## Activity
Exact copy, pictures excluded: write out every line below.

## Data for processing
◇ ◇ ◇ ◇ ◇
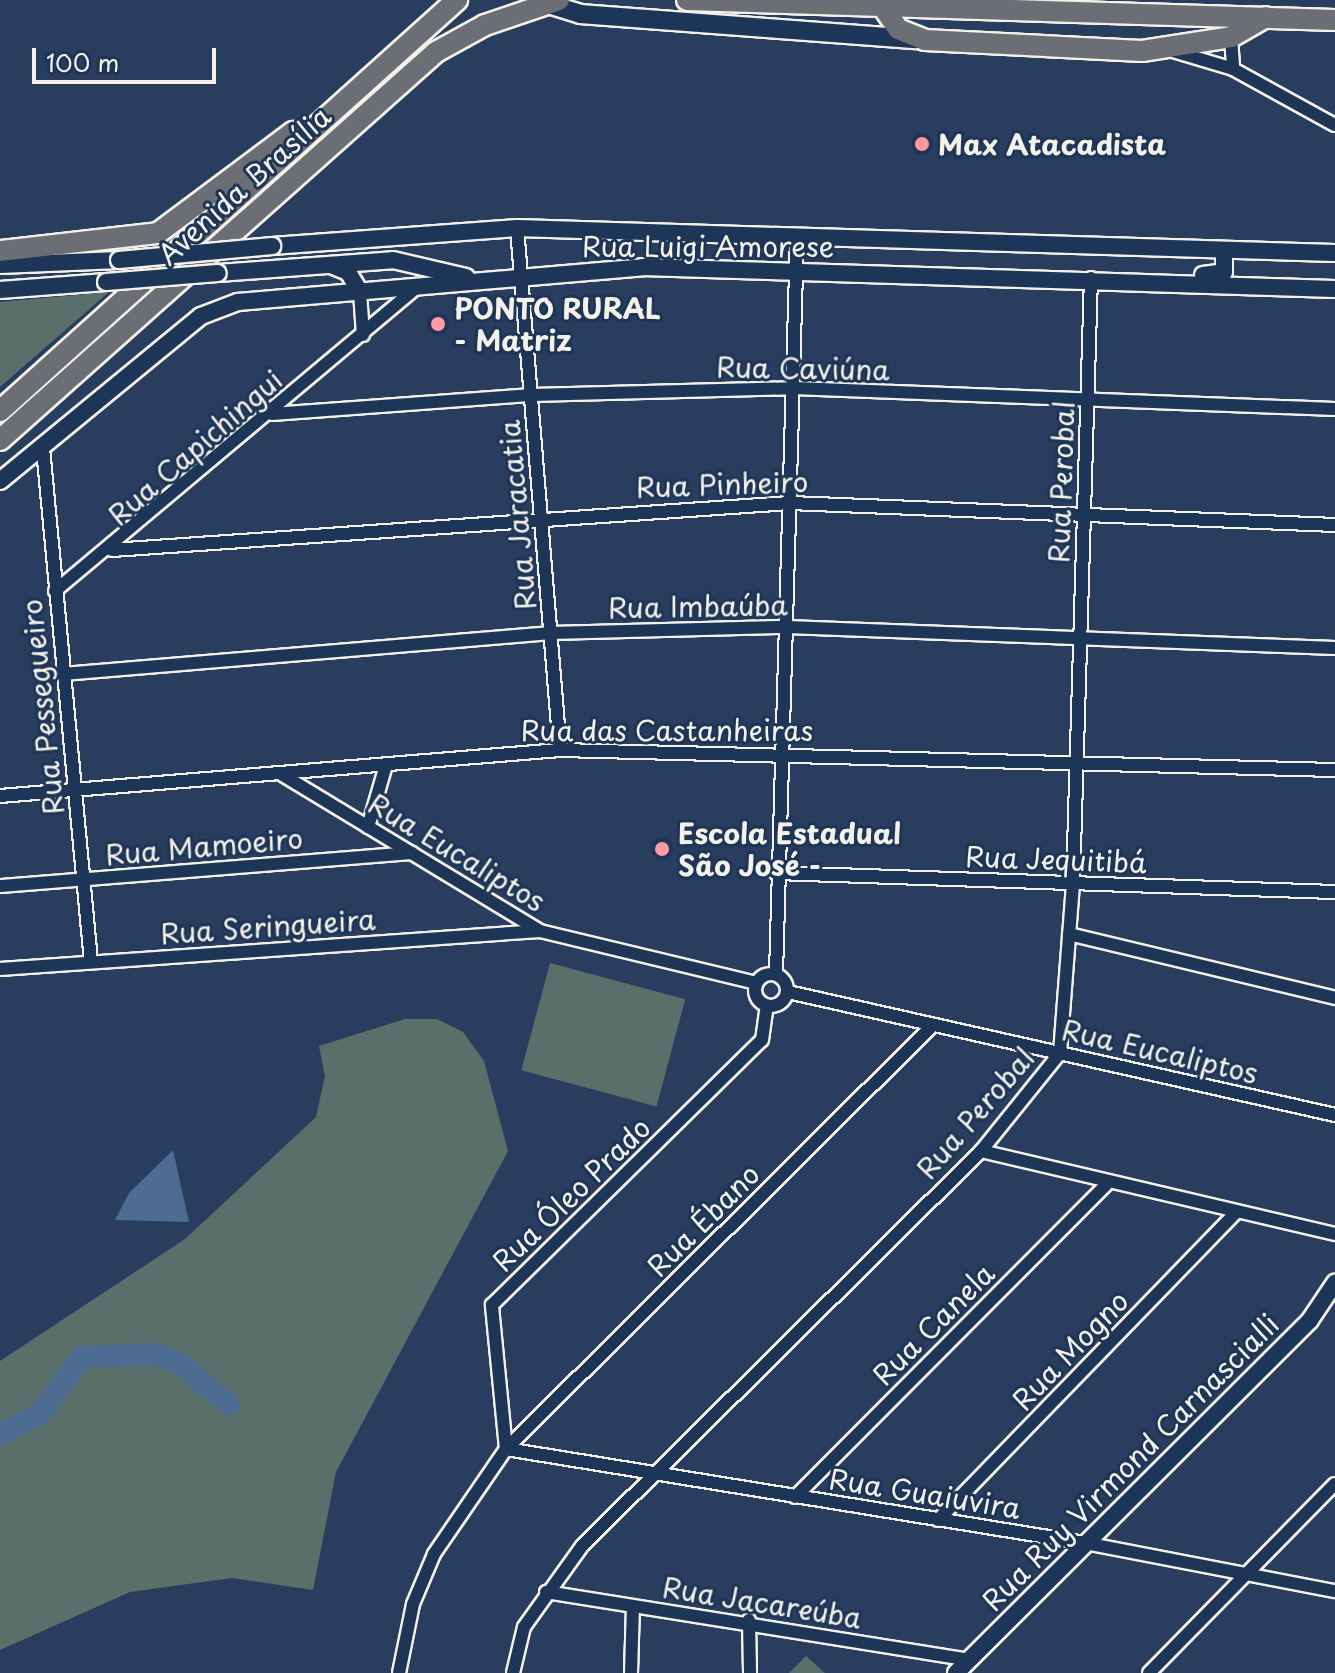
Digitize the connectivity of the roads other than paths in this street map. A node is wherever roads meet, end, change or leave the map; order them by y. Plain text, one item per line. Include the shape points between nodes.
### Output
1 (457, 0) edge
2 (687, 0) edge
3 (878, 0) edge
4 (548, 1) edge
5 (1166, 14) junction
6 (1266, 17) junction
7 (1335, 20) edge
8 (1231, 37) junction
9 (925, 40) junction
10 (1173, 51) junction
11 (1233, 69) junction
12 (371, 77) junction
13 (1335, 125) edge
14 (517, 228) junction
15 (797, 237) junction
16 (0, 251) edge
17 (1224, 251) junction
18 (1335, 253) edge
19 (0, 265) edge
20 (326, 265) junction
21 (796, 270) junction
22 (522, 276) junction
23 (1091, 278) junction
24 (476, 279) junction
25 (1149, 280) junction
26 (416, 288) junction
27 (1335, 289) edge
28 (0, 290) edge
29 (360, 292) junction
30 (363, 335) junction
31 (793, 388) junction
32 (532, 395) junction
33 (1087, 402) junction
34 (1335, 409) edge
35 (0, 411) edge
36 (272, 414) junction
37 (0, 440) edge
38 (43, 448) junction
39 (0, 481) edge
40 (790, 503) junction
41 (542, 515) junction
42 (1084, 517) junction
43 (1335, 525) edge
44 (112, 550) junction
45 (55, 591) junction
46 (787, 627) junction
47 (551, 633) junction
48 (1079, 639) junction
49 (1335, 648) edge
50 (63, 674) junction
51 (560, 750) junction
52 (782, 752) junction
53 (1074, 761) junction
54 (386, 765) junction
55 (1335, 770) edge
56 (281, 774) junction
57 (75, 790) junction
58 (0, 796) edge
59 (368, 827) junction
60 (412, 853) junction
61 (776, 873) junction
62 (82, 879) junction
63 (1073, 883) junction
64 (0, 886) edge
65 (1335, 892) edge
66 (540, 931) junction
67 (1069, 934) junction
68 (91, 962) junction
69 (0, 969) edge
70 (776, 974) junction
71 (756, 983) junction
72 (788, 992) junction
73 (1335, 998) edge
74 (767, 1006) junction
75 (933, 1025) junction
76 (1060, 1053) junction
77 (1335, 1115) edge
78 (981, 1151) junction
79 (1106, 1185) junction
80 (1236, 1213) junction
81 (1335, 1234) edge
82 (1335, 1283) edge
83 (506, 1449) junction
84 (647, 1474) junction
85 (1335, 1484) edge
86 (795, 1497) junction
87 (938, 1520) junction
88 (1085, 1543) junction
89 (1245, 1576) junction
90 (1335, 1591) edge
91 (546, 1592) junction
92 (633, 1607) junction
93 (749, 1620) junction
94 (970, 1660) junction
95 (399, 1673) edge
96 (513, 1673) edge
97 (631, 1673) edge
98 (750, 1673) edge
99 (956, 1673) edge
100 (1149, 1673) edge

1 - 12 highway, Avenida Brasília
2 - 3 highway via 846,9
3 - 5 highway
3 - 9 highway via 898,29
4 - 9 main road via 580,14
4 - 37 highway, Avenida Brasília via 436,52
5 - 6 highway
5 - 8 highway
6 - 7 highway
6 - 8 highway
8 - 10 highway
8 - 11 street
9 - 10 highway
10 - 11 street
11 - 13 street
12 - 16 highway via 174,226 129,240
12 - 35 highway, Avenida Brasília
14 - 15 street, Rua Luigi Amorese
14 - 19 street, Rua Luigi Amorese, bridge
14 - 22 street, Rua Jaracatia
15 - 17 street, Rua Luigi Amorese
15 - 21 street
17 - 18 street, Rua Luigi Amorese
17 - 25 street via 1224,272
20 - 24 street via 393,260
20 - 28 street, bridge
20 - 29 street via 348,272
21 - 22 street, Rua Luigi Amorese via 643,267
21 - 23 street, Rua Luigi Amorese
21 - 31 street
22 - 24 street, Rua Luigi Amorese
22 - 32 street, Rua Jaracatia
23 - 25 street, Rua Luigi Amorese
23 - 33 street, Rua Perobal
24 - 26 street, Rua Luigi Amorese
25 - 27 street, Rua Luigi Amorese
26 - 29 street, Rua Luigi Amorese
26 - 30 street, Rua Capichingui
29 - 30 street
29 - 38 street, Rua Luigi Amorese via 217,307
30 - 36 street, Rua Capichingui
31 - 32 street, Rua Caviúna
31 - 33 street, Rua Caviúna
31 - 40 street
32 - 36 street, Rua Caviúna
32 - 41 street, Rua Jaracatia
33 - 34 street, Rua Caviúna
33 - 42 street, Rua Perobal
36 - 44 street, Rua Capichingui
38 - 39 street, Rua Luigi Amorese
38 - 45 street, Rua Pessegueiro
40 - 41 street, Rua Pinheiro
40 - 42 street, Rua Pinheiro
40 - 46 street
41 - 44 street, Rua Pinheiro
41 - 47 street, Rua Jaracatia
42 - 43 street, Rua Pinheiro
42 - 48 street, Rua Perobal
44 - 45 street, Rua Capichingui
45 - 50 street, Rua Pessegueiro
46 - 47 street, Rua Imbaúba
46 - 48 street, Rua Imbaúba
46 - 52 street
47 - 50 street, Rua Imbaúba
47 - 51 street, Rua Jaracatia
48 - 49 street, Rua Imbaúba
48 - 53 street, Rua Perobal
50 - 57 street, Rua Pessegueiro
51 - 52 street, Rua das Castanheiras
51 - 54 street, Rua das Castanheiras
52 - 53 street, Rua das Castanheiras
52 - 61 street
53 - 55 street, Rua das Castanheiras
53 - 63 street, Rua Perobal
54 - 56 street, Rua das Castanheiras
54 - 59 street
56 - 57 street, Rua das Castanheiras
56 - 59 street, Rua Eucaliptos
57 - 58 street, Rua das Castanheiras
57 - 62 street, Rua Pessegueiro
59 - 60 street, Rua Eucaliptos
60 - 62 street, Rua Mamoeiro
60 - 66 street, Rua Eucaliptos
61 - 63 street, Rua Jequitibá
61 - 70 street
62 - 64 street, Rua Mamoeiro
62 - 68 street, Rua Pessegueiro
63 - 65 street, Rua Jequitibá
63 - 67 street, Rua Perobal
66 - 68 street, Rua Seringueira
66 - 71 street, Rua Eucaliptos
67 - 73 street
67 - 76 street, Rua Perobal
68 - 69 street, Rua Seringueira
70 - 71 street
70 - 72 street
71 - 74 street via 756,997
72 - 74 street via 783,1002
72 - 75 street, Rua Eucaliptos
74 - 83 street, Rua Óleo Prado via 762,1040 492,1305
75 - 76 street, Rua Eucaliptos
75 - 83 street, Rua Ébano
76 - 77 street, Rua Eucaliptos
76 - 78 street, Rua Perobal
78 - 79 street
78 - 84 street, Rua Perobal
79 - 80 street
79 - 86 street, Rua Canela
80 - 81 street
80 - 87 street, Rua Mogno
82 - 88 street, Rua Ruy Virmond Carnascialli via 1310,1320
83 - 84 street, Rua Guaiuvira
83 - 95 street, Rua Ébano via 434,1554 413,1604
84 - 86 street, Rua Guaiuvira
84 - 91 street, Rua Perobal
85 - 89 street
86 - 87 street, Rua Guaiuvira
87 - 88 street, Rua Guaiuvira
88 - 89 street, Rua Guaiuvira
88 - 94 street, Rua Ruy Virmond Carnascialli
89 - 90 street, Rua Guaiuvira
89 - 100 street
91 - 92 street, Rua Jacareúba
91 - 96 street, Rua Perobal via 524,1627
92 - 93 street, Rua Jacareúba
92 - 97 street
93 - 94 street, Rua Jacareúba
93 - 98 street
94 - 99 street, Rua Ruy Virmond Carnascialli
◇ ◇ ◇ ◇ ◇
## Response box
Digitize the connectivity of the roads other than paths in this street map. A node is wherever roads meet, end, change or leave the map; order them by y. Plain text, one item per line. Include the shape points between nodes.
### Output
1 (457, 0) edge
2 (687, 0) edge
3 (878, 0) edge
4 (548, 1) edge
5 (1166, 14) junction
6 (1266, 17) junction
7 (1335, 20) edge
8 (1231, 37) junction
9 (925, 40) junction
10 (1173, 51) junction
11 (1233, 69) junction
12 (371, 77) junction
13 (1335, 125) edge
14 (517, 228) junction
15 (797, 237) junction
16 (0, 251) edge
17 (1224, 251) junction
18 (1335, 253) edge
19 (0, 265) edge
20 (326, 265) junction
21 (796, 270) junction
22 (522, 276) junction
23 (1091, 278) junction
24 (476, 279) junction
25 (1149, 280) junction
26 (416, 288) junction
27 (1335, 289) edge
28 (0, 290) edge
29 (360, 292) junction
30 (363, 335) junction
31 (793, 388) junction
32 (532, 395) junction
33 (1087, 402) junction
34 (1335, 409) edge
35 (0, 411) edge
36 (272, 414) junction
37 (0, 440) edge
38 (43, 448) junction
39 (0, 481) edge
40 (790, 503) junction
41 (542, 515) junction
42 (1084, 517) junction
43 (1335, 525) edge
44 (112, 550) junction
45 (55, 591) junction
46 (787, 627) junction
47 (551, 633) junction
48 (1079, 639) junction
49 (1335, 648) edge
50 (63, 674) junction
51 (560, 750) junction
52 (782, 752) junction
53 (1074, 761) junction
54 (386, 765) junction
55 (1335, 770) edge
56 (281, 774) junction
57 (75, 790) junction
58 (0, 796) edge
59 (368, 827) junction
60 (412, 853) junction
61 (776, 873) junction
62 (82, 879) junction
63 (1073, 883) junction
64 (0, 886) edge
65 (1335, 892) edge
66 (540, 931) junction
67 (1069, 934) junction
68 (91, 962) junction
69 (0, 969) edge
70 (776, 974) junction
71 (756, 983) junction
72 (788, 992) junction
73 (1335, 998) edge
74 (767, 1006) junction
75 (933, 1025) junction
76 (1060, 1053) junction
77 (1335, 1115) edge
78 (981, 1151) junction
79 (1106, 1185) junction
80 (1236, 1213) junction
81 (1335, 1234) edge
82 (1335, 1283) edge
83 (506, 1449) junction
84 (647, 1474) junction
85 (1335, 1484) edge
86 (795, 1497) junction
87 (938, 1520) junction
88 (1085, 1543) junction
89 (1245, 1576) junction
90 (1335, 1591) edge
91 (546, 1592) junction
92 (633, 1607) junction
93 (749, 1620) junction
94 (970, 1660) junction
95 (399, 1673) edge
96 (513, 1673) edge
97 (631, 1673) edge
98 (750, 1673) edge
99 (956, 1673) edge
100 (1149, 1673) edge

1 - 12 highway, Avenida Brasília
2 - 3 highway via 846,9
3 - 5 highway
3 - 9 highway via 898,29
4 - 9 main road via 580,14
4 - 37 highway, Avenida Brasília via 436,52
5 - 6 highway
5 - 8 highway
6 - 7 highway
6 - 8 highway
8 - 10 highway
8 - 11 street
9 - 10 highway
10 - 11 street
11 - 13 street
12 - 16 highway via 174,226 129,240
12 - 35 highway, Avenida Brasília
14 - 15 street, Rua Luigi Amorese
14 - 19 street, Rua Luigi Amorese, bridge
14 - 22 street, Rua Jaracatia
15 - 17 street, Rua Luigi Amorese
15 - 21 street
17 - 18 street, Rua Luigi Amorese
17 - 25 street via 1224,272
20 - 24 street via 393,260
20 - 28 street, bridge
20 - 29 street via 348,272
21 - 22 street, Rua Luigi Amorese via 643,267
21 - 23 street, Rua Luigi Amorese
21 - 31 street
22 - 24 street, Rua Luigi Amorese
22 - 32 street, Rua Jaracatia
23 - 25 street, Rua Luigi Amorese
23 - 33 street, Rua Perobal
24 - 26 street, Rua Luigi Amorese
25 - 27 street, Rua Luigi Amorese
26 - 29 street, Rua Luigi Amorese
26 - 30 street, Rua Capichingui
29 - 30 street
29 - 38 street, Rua Luigi Amorese via 217,307
30 - 36 street, Rua Capichingui
31 - 32 street, Rua Caviúna
31 - 33 street, Rua Caviúna
31 - 40 street
32 - 36 street, Rua Caviúna
32 - 41 street, Rua Jaracatia
33 - 34 street, Rua Caviúna
33 - 42 street, Rua Perobal
36 - 44 street, Rua Capichingui
38 - 39 street, Rua Luigi Amorese
38 - 45 street, Rua Pessegueiro
40 - 41 street, Rua Pinheiro
40 - 42 street, Rua Pinheiro
40 - 46 street
41 - 44 street, Rua Pinheiro
41 - 47 street, Rua Jaracatia
42 - 43 street, Rua Pinheiro
42 - 48 street, Rua Perobal
44 - 45 street, Rua Capichingui
45 - 50 street, Rua Pessegueiro
46 - 47 street, Rua Imbaúba
46 - 48 street, Rua Imbaúba
46 - 52 street
47 - 50 street, Rua Imbaúba
47 - 51 street, Rua Jaracatia
48 - 49 street, Rua Imbaúba
48 - 53 street, Rua Perobal
50 - 57 street, Rua Pessegueiro
51 - 52 street, Rua das Castanheiras
51 - 54 street, Rua das Castanheiras
52 - 53 street, Rua das Castanheiras
52 - 61 street
53 - 55 street, Rua das Castanheiras
53 - 63 street, Rua Perobal
54 - 56 street, Rua das Castanheiras
54 - 59 street
56 - 57 street, Rua das Castanheiras
56 - 59 street, Rua Eucaliptos
57 - 58 street, Rua das Castanheiras
57 - 62 street, Rua Pessegueiro
59 - 60 street, Rua Eucaliptos
60 - 62 street, Rua Mamoeiro
60 - 66 street, Rua Eucaliptos
61 - 63 street, Rua Jequitibá
61 - 70 street
62 - 64 street, Rua Mamoeiro
62 - 68 street, Rua Pessegueiro
63 - 65 street, Rua Jequitibá
63 - 67 street, Rua Perobal
66 - 68 street, Rua Seringueira
66 - 71 street, Rua Eucaliptos
67 - 73 street
67 - 76 street, Rua Perobal
68 - 69 street, Rua Seringueira
70 - 71 street
70 - 72 street
71 - 74 street via 756,997
72 - 74 street via 783,1002
72 - 75 street, Rua Eucaliptos
74 - 83 street, Rua Óleo Prado via 762,1040 492,1305
75 - 76 street, Rua Eucaliptos
75 - 83 street, Rua Ébano
76 - 77 street, Rua Eucaliptos
76 - 78 street, Rua Perobal
78 - 79 street
78 - 84 street, Rua Perobal
79 - 80 street
79 - 86 street, Rua Canela
80 - 81 street
80 - 87 street, Rua Mogno
82 - 88 street, Rua Ruy Virmond Carnascialli via 1310,1320
83 - 84 street, Rua Guaiuvira
83 - 95 street, Rua Ébano via 434,1554 413,1604
84 - 86 street, Rua Guaiuvira
84 - 91 street, Rua Perobal
85 - 89 street
86 - 87 street, Rua Guaiuvira
87 - 88 street, Rua Guaiuvira
88 - 89 street, Rua Guaiuvira
88 - 94 street, Rua Ruy Virmond Carnascialli
89 - 90 street, Rua Guaiuvira
89 - 100 street
91 - 92 street, Rua Jacareúba
91 - 96 street, Rua Perobal via 524,1627
92 - 93 street, Rua Jacareúba
92 - 97 street
93 - 94 street, Rua Jacareúba
93 - 98 street
94 - 99 street, Rua Ruy Virmond Carnascialli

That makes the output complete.